Mark Dobbins ran and battled after his introduction. His marker did get a point to cancel out his but at least the Down man never gave up.

Kevin McGeeney had a score and drifted out from his corner but again it is a tactic that needs practice. Kevin Walsh and Paul Walsh get credit for scurrying and harassing; Kevin continued his good Kerry form from earlier championship games.

Eleven substitutions gave all a run and didn't really upset the team cohesion. Most brought a spark to the proceedings.

The question still remains, however, what is the point of training if the reward is not a starting slot? It should be about the pride in playing for one's county, pulling on a New York shirt and getting an opportunity to play against some of the best from Ireland.

Gaelic Park was a lively place on Sunday with some old faces and new. It was an honor to meet Brendan Hennessy for the first time with the stories from some of the best county teams of all time in New York a pleasure to hear.

Sonny Kenna from Roscommon was on hand, a man who has a National League medal for New York from 1967 with always a smile. So was John Leahy from Lixnaw in Kerry who did trojan work for the MIAs and POWs in the Korean War. He was a member of the traveling party for the 1958 New York hurling side.

Seamus Collins also from Kerry passed on some marvelous pictures to this scribe from times past. He is finding some of the best kept secrets in New York by asking both his friends and acquaintances if they have any! A place needs to be found to display them for the public.

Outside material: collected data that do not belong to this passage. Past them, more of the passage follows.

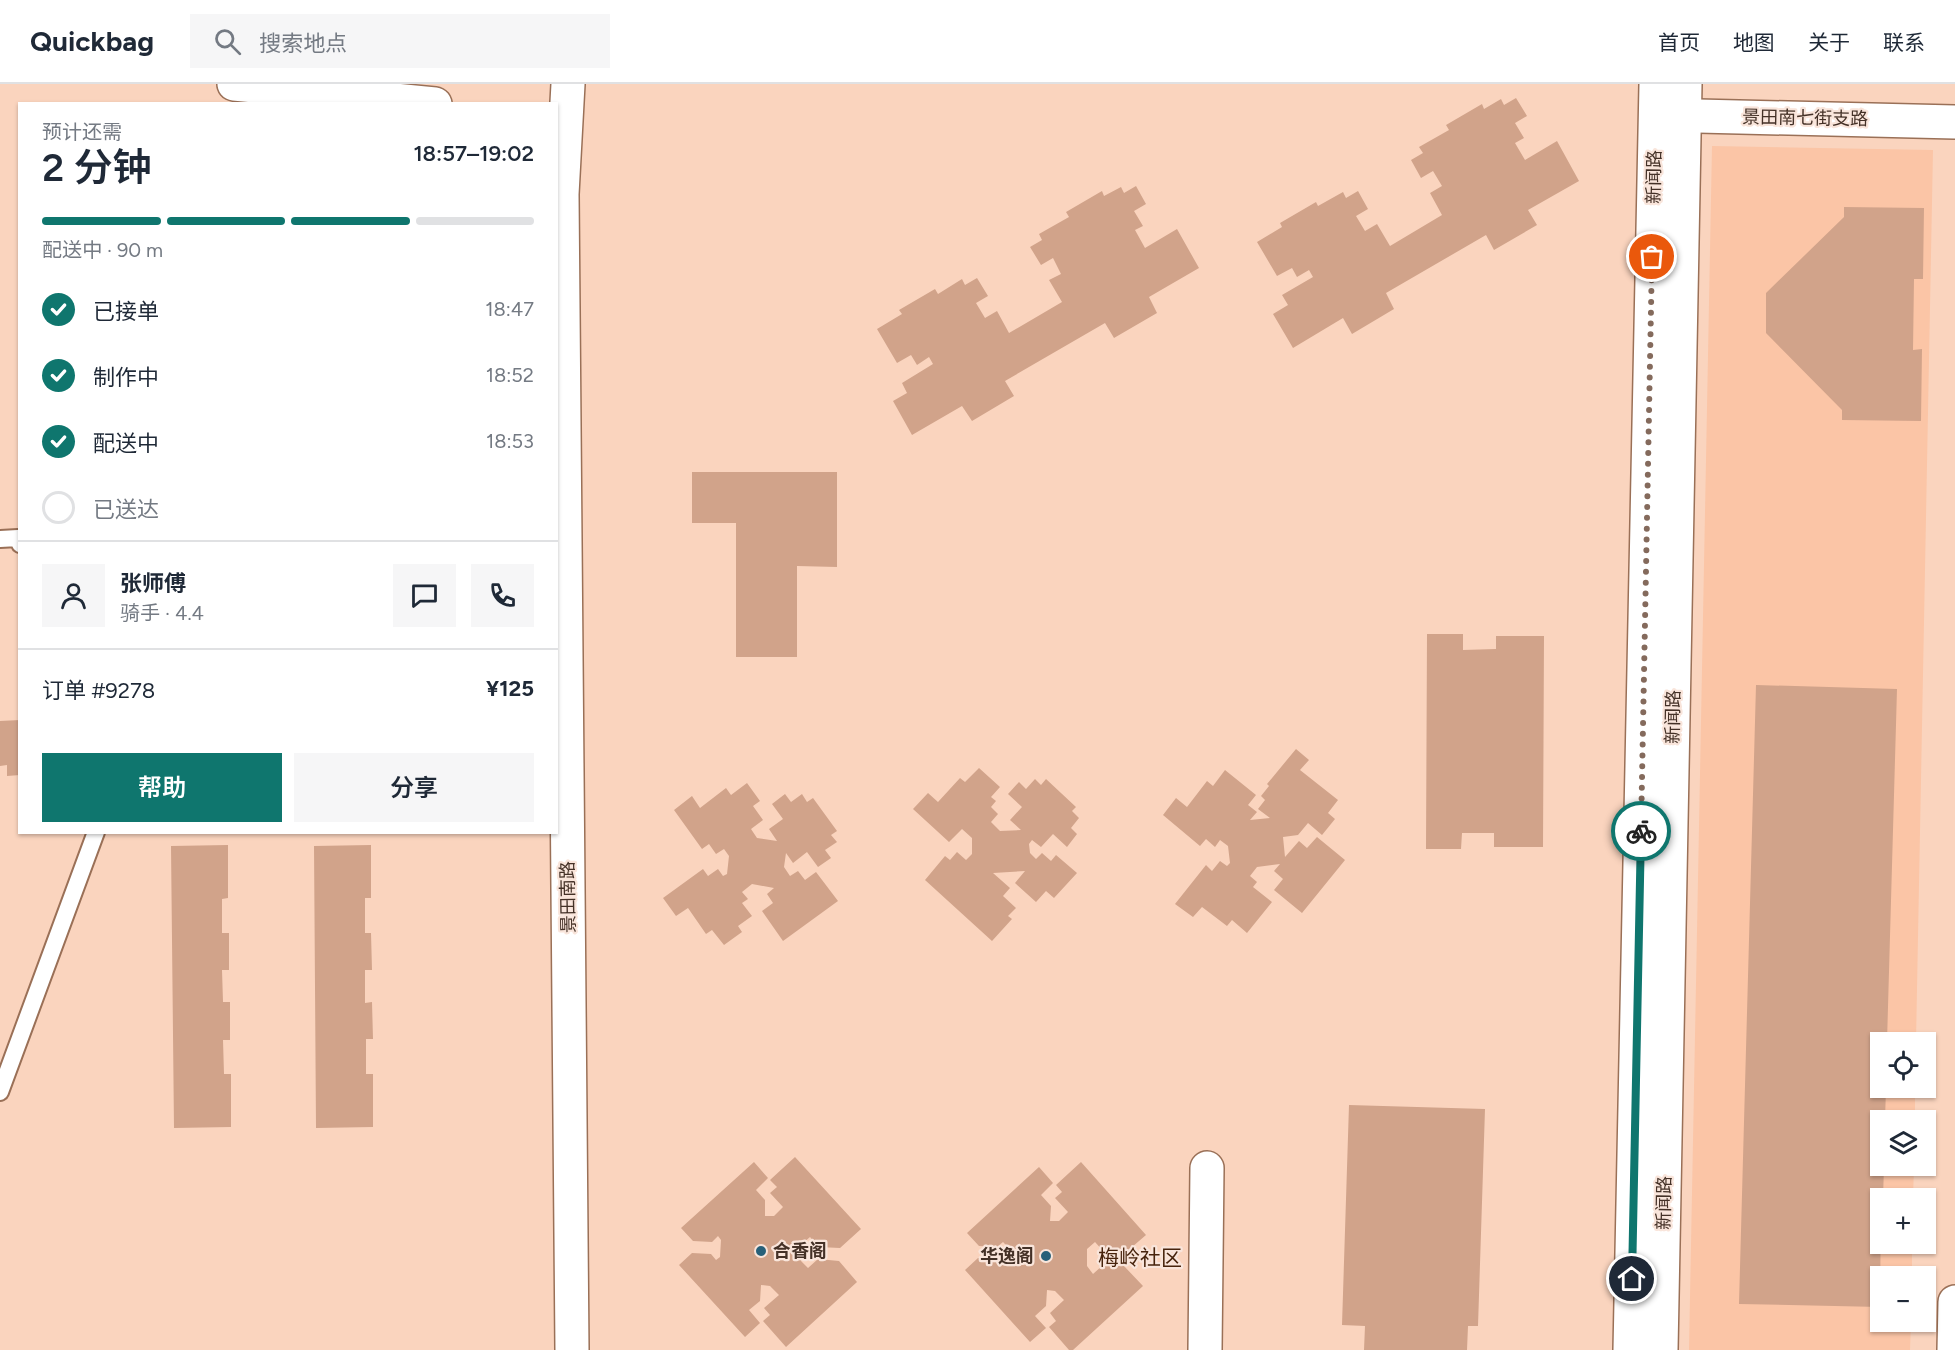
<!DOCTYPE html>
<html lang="zh">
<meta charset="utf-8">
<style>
body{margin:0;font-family:Figtree,"Noto Sans SC",sans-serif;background:#f6f6f7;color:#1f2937;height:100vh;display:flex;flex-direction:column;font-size:22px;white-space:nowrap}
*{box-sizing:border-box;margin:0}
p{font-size:20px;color:#747a83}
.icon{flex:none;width:33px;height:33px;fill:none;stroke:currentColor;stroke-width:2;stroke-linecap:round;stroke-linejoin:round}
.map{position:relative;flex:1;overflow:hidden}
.side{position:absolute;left:18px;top:18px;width:540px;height:732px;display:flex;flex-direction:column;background:#fff;border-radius:0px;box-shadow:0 2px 4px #0004}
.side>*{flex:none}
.tools{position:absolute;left:1870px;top:948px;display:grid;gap:12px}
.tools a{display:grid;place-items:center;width:66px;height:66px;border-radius:0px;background:#fff;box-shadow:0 2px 4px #0004;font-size:30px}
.pin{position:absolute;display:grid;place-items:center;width:51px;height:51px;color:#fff;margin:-26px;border:3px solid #fff;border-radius:50%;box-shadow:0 2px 6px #0007}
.courier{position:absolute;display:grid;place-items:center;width:60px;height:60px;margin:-30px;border:4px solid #0f766e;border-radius:50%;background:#fff;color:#222;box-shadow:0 2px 8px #0007}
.head em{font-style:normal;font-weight:600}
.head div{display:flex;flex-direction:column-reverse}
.head{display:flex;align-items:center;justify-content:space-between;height:102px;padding:0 24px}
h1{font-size:39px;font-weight:600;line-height:45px}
.bar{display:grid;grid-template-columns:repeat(4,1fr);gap:9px 6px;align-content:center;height:72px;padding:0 24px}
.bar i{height:8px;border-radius:4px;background:#e0e1e3}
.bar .on{background:#0f766e}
.bar p{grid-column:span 4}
.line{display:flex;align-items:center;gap:15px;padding:0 24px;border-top:2px solid #e0e1e3}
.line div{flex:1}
.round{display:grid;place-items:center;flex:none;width:63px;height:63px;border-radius:0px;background:#f6f6f7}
ol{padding:0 24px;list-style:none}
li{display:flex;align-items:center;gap:18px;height:66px}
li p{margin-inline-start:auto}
li .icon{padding:6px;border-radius:50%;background:#0f766e;color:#fff;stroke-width:4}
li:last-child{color:#747a83}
li i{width:33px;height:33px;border:3px solid #e0e1e3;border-radius:50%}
.cta{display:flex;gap:12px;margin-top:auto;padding:12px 24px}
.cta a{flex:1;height:69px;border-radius:0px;background:#0f766e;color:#fff;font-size:24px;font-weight:600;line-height:69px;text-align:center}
.cta a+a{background:#f6f6f7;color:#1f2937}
header{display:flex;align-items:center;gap:36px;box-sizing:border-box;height:84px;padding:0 30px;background:#fff;border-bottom:2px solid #e0e1e3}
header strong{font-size:28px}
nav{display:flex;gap:33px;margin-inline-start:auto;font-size:21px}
.search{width:420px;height:54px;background:#f6f6f7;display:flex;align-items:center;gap:15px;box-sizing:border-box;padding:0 21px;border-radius:0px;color:#747a83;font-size:22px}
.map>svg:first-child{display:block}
.built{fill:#fbc5a6}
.building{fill:#d1a38a}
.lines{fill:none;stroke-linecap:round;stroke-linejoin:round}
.service-casing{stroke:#9a7057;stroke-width:20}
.minor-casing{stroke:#9a7057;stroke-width:36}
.tertiary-casing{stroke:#9a7057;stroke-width:36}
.service{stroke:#fff;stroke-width:16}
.minor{stroke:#fff;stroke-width:33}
.tertiary{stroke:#fff;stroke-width:33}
.done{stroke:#846a5c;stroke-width:6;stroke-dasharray:0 10.8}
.route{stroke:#0f766e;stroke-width:8}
.poi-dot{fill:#276079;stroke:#f9e5db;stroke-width:2}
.labels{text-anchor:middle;stroke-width:4.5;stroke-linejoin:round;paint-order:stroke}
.street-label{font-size:18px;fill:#443127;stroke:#f9e5db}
.poi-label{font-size:18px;font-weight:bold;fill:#443127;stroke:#f9e5db;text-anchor:start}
.quarter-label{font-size:21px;fill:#47230c;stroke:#f9e5db}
</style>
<header>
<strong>Quickbag</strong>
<div class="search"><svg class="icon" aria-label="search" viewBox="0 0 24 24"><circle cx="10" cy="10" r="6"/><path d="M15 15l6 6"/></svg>搜索地点</div>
<nav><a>首页</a><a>地图</a><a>关于</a><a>联系</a></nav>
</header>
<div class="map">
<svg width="1955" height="1266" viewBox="0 0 1955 1266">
<rect width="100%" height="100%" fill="#fad4be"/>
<path class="built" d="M1712,62L1933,66L1916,958H1881V1004H1915V1036H1881V1082H1914L1913,1114H1881V1160H1912V1192H1881V1238H1911L1910,1266H1689Z"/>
<path class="building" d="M1516,14L1527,32L1515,39L1524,54L1515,59L1525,76L1557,57L1579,97L1528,126L1537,141L1494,166L1486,151L1386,209L1394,225L1352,250L1343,234L1293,264L1273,230L1288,221L1282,211L1313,193L1309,186L1297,193L1292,184L1277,192L1257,158L1282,143L1280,139L1316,118L1318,122L1343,108L1346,114L1358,107L1368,125L1356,132L1365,147L1377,140L1390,162L1442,131L1430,109L1442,102L1433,87L1421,94L1411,76L1423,69L1419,63L1449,46L1446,41L1482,20L1484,25L1501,15L1504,21Z
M1136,102L1146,120L1134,127L1143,142L1135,146L1145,164L1177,145L1199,184L1149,213L1157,229L1114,254L1105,239L1005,297L1014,312L972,337L962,322L912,351L893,317L907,309L902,299L933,280L929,273L917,281L911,271L897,279L877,245L902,230L899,226L935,205L938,210L962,195L965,201L977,194L988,212L976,219L985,234L997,227L1009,249L1062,218L1049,196L1061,190L1053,174L1041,181L1030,163L1042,156L1039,150L1069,133L1066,128L1102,107L1104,112L1121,103L1124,109Z
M1844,123L1924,124L1923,195H1914L1913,266L1922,265L1921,337L1842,336V326L1766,249V209L1844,133Z
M692,388H837V483L797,482V573H736V439H692Z
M1427,550H1463V566L1496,565V552H1544L1543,763H1494V749H1462L1461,765H1426Z
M1756,601L1897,605L1887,958H1881V1004H1886L1885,1036H1881V1082H1884L1883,1114H1881L1880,1223L1739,1220Z
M20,636V691L7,692V681L0,682V637Z
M1296,665L1309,676L1300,686L1338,716L1328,729L1335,735L1322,751L1308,739L1298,751L1283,753L1285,773L1299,757L1307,764L1317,753L1345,776L1302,829L1274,806L1283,795L1274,787L1280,780L1257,783L1250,792L1257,798L1253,803L1272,818L1247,849L1232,836L1227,842L1202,823L1193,833L1175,820L1206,781L1212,787L1220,777L1227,782L1230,779L1228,762L1220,756L1215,763L1206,755L1200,762L1163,731L1176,714L1187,723L1207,697L1213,702L1225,686L1256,711L1248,721L1257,728L1250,736L1270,734L1258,725L1265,716L1261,712L1269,702L1267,700Z
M979,684L1000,703L991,713L996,717L991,723L998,730L991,738L1000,747L1021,746L1010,736L1022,723L1008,710L1019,698L1026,705L1035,695L1041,701L1046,695L1076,723L1072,727L1079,734L1071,744L1077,750L1067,763L1053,750L1041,763L1032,756L1029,760L1030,769L1036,775L1042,769L1051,777L1056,771L1077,789L1054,814L1046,807L1036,818L1015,799L1025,787L993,789L1010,804L1003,812L1016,824L1008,832L1012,835L992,857L925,796L945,772L950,776L957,768L966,776L972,770V754L962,745L949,758L913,725L928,709L938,718L960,694L965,698Z
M747,699L760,717L753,722L763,736L751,745L757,754L777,757L769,745L783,735L772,720L785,710L791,718L802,710L807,718L813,714L837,747L831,751L837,758L825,766L831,774L818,783L807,768L793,779L786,769L784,783L790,792L798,787L805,796L816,788L838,817L783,857L762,827L773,819L767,810L774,804L752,800L742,808L748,815L742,819L752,832L738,842L742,848L724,861L712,846L706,850L688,824L676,832L663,814L703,785L708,792L718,785L723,792L727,790L729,772L724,765L716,770L709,760L702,765L674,726L692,712L700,724L726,704L731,711Z
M228,761V814L222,815V849H229V886H222L223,918H230V956H223L224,990H231V1043L174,1044L171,762Z
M371,761V814H365V849H371L372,886H365V919L372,918L373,955H366V990H373V1043L316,1044L314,762Z
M1349,1021L1485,1025L1478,1242H1468L1467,1266H1364L1365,1242L1342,1241Z
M795,1073L861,1145L840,1164L819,1163L810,1153L802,1160L801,1177L808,1184L818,1175L839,1177L857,1198L786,1263L763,1237L770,1231L764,1224L779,1211L770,1202L761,1201L760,1217L749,1226L760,1239L745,1253L679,1181L692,1169L711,1170L716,1176L720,1173L721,1156L718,1152L712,1158L693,1157L681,1144L754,1078L768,1094L756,1106L765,1116V1132H774L783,1123L770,1109L777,1103L770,1096Z
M1081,1078L1146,1151L1125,1169L1104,1168L1095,1158L1087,1165V1182L1093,1190L1103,1181L1124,1182L1143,1202L1073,1266H1069L1049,1243L1056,1237L1050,1229L1064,1216L1055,1207L1047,1206L1046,1222L1035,1232L1046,1244L1030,1258L965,1186L978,1174L996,1175L1002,1181L1006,1178V1161L1003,1158L997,1163L979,1162L967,1149L1039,1083L1053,1099L1041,1111L1051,1122L1050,1137H1059L1068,1128L1055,1114L1062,1108L1056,1101Z"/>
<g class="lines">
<defs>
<path id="service" d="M0,455L18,454L20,460
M0,1008L96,748"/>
<path id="minor" d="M234,0L435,20
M568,0L562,110L572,1266
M1657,31L1955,38
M1205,1266L1207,1084
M1954,1266L1955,1218"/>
<path id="tertiary" d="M1630,1266L1656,0
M1661,1266L1685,0"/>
</defs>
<use href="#service" class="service-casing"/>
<use href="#minor" class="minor-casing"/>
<use href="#tertiary" class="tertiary-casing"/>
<use href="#service" class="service"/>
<use href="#minor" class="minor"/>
<use href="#tertiary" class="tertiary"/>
</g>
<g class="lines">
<path class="done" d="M1641,747L1652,173"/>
<path class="route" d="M1632,1195L1641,747"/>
</g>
<g class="poi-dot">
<circle cx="761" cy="1167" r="6"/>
<circle cx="1046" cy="1172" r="6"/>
</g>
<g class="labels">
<g class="street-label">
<text transform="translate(1805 34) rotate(1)" y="6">景田南七街支路</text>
<text transform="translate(1654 93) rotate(-89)" y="6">新闻路</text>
<text transform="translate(1673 633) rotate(-89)" y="6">新闻路</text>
<text transform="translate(568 813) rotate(-91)" y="6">景田南路</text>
<text transform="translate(1664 1119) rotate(-89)" y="6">新闻路</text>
</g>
<g class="poi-label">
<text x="773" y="1173">合香阁</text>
<text x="1034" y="1178" text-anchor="end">华逸阁</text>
</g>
<g class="quarter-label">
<text x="1140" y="1181">梅岭社区</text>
</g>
</g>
</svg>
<div class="tools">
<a><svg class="icon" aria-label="locate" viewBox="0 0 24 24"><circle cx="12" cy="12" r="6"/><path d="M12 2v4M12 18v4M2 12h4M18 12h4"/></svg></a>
<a><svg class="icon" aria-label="layers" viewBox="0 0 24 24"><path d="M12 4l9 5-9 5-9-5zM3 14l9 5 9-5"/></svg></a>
<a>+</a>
<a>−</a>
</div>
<div class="pin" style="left:1652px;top:173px;background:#ea580c"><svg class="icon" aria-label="bag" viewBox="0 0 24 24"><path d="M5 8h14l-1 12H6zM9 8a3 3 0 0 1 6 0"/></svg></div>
<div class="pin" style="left:1632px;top:1195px;background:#1f2937"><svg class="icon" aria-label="home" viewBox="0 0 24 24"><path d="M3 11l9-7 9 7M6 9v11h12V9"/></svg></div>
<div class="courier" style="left:1641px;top:747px"><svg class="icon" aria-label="bike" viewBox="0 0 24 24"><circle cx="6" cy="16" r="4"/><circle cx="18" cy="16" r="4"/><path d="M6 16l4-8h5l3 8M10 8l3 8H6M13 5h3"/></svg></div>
<section class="side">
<div class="head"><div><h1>2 分钟</h1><p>预计还需</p></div><em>18:57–19:02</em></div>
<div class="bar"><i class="on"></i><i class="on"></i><i class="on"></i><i></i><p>配送中 · 90 m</p></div>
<ol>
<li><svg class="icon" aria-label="check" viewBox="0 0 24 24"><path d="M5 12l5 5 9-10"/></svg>已接单<p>18:47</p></li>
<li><svg class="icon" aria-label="check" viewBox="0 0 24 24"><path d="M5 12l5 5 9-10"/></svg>制作中<p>18:52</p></li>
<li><svg class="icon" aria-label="check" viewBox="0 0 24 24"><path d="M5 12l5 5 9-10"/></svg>配送中<p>18:53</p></li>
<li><i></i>已送达</li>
</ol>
<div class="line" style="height:108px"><a class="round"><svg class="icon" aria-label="person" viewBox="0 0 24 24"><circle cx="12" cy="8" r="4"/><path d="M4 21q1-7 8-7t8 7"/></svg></a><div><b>张师傅</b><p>骑手 · 4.4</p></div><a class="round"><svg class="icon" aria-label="chat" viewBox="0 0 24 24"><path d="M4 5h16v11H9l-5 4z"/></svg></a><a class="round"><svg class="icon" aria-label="phone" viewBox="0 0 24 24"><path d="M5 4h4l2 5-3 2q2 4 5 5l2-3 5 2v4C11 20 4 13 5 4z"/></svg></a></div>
<div class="line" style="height:78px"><div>订单 #9278</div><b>¥125</b></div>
<div class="cta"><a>帮助</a><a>分享</a></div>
</section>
</div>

Sean Scollan, from Ballinamore, who played for Leitrim in the Connaught Championship of 1947 and for Leitrim when they won the Connaught junior title in 46 by 2-9 to 0-4 over Galway, was there.

Liam Sammon passed on a coaching book which he authored for charity back home. Seamus Finnerty, the Galway PRO, took a picture of the New York sportswriters with the FBD cup, a pic for the wall without a doubt, while Barry Cullinane told this scribe about the hurling battles that his club Turloughmore, which is also mine, will be facing with his help next week.

Another Galway note, good luck to Capataggle next week in the Galway Intermediate Championship semi final, John Kelly who is a familiar face in Gaelic Park to all will have a vested interest. That is his club. All told a fantastic day to be at the park the result not withstanding.

New York: 1 Shane Clifford, 2 Sean Munnelly, 3 Aiden Power, 4 Michael Gallagher, 5 Marty Hamill, 6 Dermot Keane, 7 Justin O'Halloran, 8 Kenny O'Connor (0-2), 9 Barry Quinn, 10 Paddy Smith, 11 Mike Higgins (0-5), 12 Nicky Dineen (0-2), 13 Liam O'Donnell, 14 Dan Doona (0-1), 15 Kevin McGeeney (0-1). Subs: Kevin Walsh for Smith, Mark Dobbin (0-1) for O'Donnell, Michael Sloan for Dineen, Adrian O'Connor for Hamill, Conor Hunter for O'Halloran, Sean Lordon for Quinn, Michael Grimes for Clifford, C.J. Molloy for Doona, Paul Walsh for McGeeney, Thomas McGovern for Sloan, Gerard McCullough for Keane.